Félicien se leva et, gravement :

— N’en dites pas davantage, je vous en prie, monsieur. Rolande est au-dessus de tout soupçon.

Raoul lui rendit la lettre et fit quelques pas sur la pelouse. Il avait l’impression qu’avec de la persévérance on pouvait s’insinuer dans cette nature ombrageuse et secrète, où il discernait de l’emportement et de la révolte, et il allait insister lorsqu’il entendit la barrière d’entrée qui s’ouvrait.

— Bigre ! murmura-t-il, c’est l’inspecteur principal Goussot. Qu’est-ce qu’il nous apporte, cet oiseau de mauvais augure ?

L’inspecteur avança vers le bosquet où se tenaient les deux hommes et serra la main de Raoul qui lui dit en riant :

— Comment ! nous n’en avons pas fini avec vous, monsieur l’inspecteur ?

— Mais si, mais si, riposta Goussot, d’un ton badin qui ne lui était pas habituel. Seulement, n’est-ce pas ? quand la justice a eu maille à partir avec quelqu’un, elle garde tout de même sur lui un droit…

— De surveillance.

— Non, un droit d’attention cordiale. C’est pourquoi, tout en poursuivant mon enquête, je suis venu prendre des nouvelles de notre malade.

— Félicien Charles va tout à fait bien, n’est-ce pas, Félicien ?

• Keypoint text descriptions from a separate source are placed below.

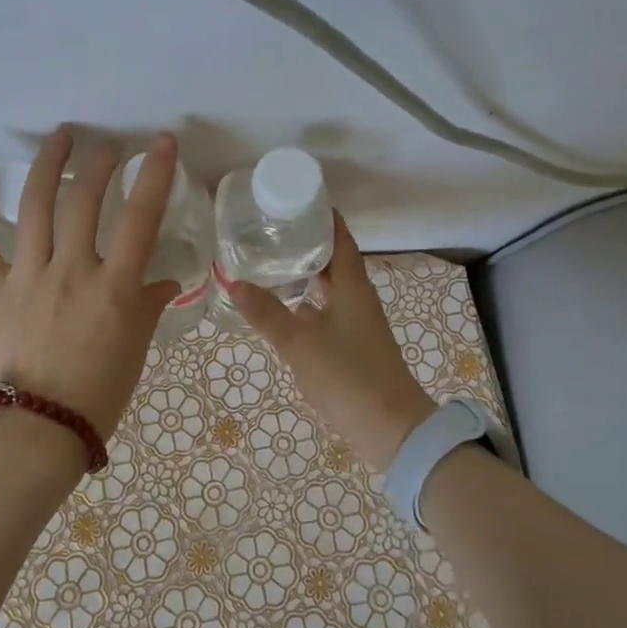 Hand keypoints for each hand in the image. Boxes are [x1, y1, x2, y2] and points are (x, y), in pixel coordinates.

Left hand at [0, 130, 182, 438]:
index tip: (161, 143)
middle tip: (108, 147)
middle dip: (100, 163)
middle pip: (85, 200)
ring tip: (60, 138)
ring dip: (48, 165)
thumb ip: (149, 306)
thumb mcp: (136, 347)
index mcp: (114, 287)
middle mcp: (72, 270)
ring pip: (36, 206)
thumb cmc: (98, 393)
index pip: (141, 217)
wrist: (39, 429)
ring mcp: (27, 275)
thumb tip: (165, 282)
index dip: (155, 174)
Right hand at [229, 214, 435, 473]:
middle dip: (307, 242)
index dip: (322, 216)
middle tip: (271, 229)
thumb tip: (234, 281)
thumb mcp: (300, 344)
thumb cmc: (349, 377)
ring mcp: (358, 324)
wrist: (393, 430)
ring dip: (307, 273)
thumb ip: (267, 313)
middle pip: (334, 260)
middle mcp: (358, 299)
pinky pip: (328, 311)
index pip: (340, 238)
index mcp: (353, 287)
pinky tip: (285, 309)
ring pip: (331, 287)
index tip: (295, 197)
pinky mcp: (354, 346)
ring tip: (272, 262)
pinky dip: (308, 302)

— Tant mieux ! tant mieux ! dit Goussot ! Le bruit a couru dans la région qu’il y avait eu détonation, suicide, etc. Nous avons même reçu, à ce propos, une lettre anonyme dactylographiée. Bref, des tas de blagues auxquelles je n’ai pas cru une seconde. Un innocent dont l’innocence est proclamée ne se tue pas.

— Certes non.

— À moins qu’il ne le soit pas, innocent, insinua Goussot.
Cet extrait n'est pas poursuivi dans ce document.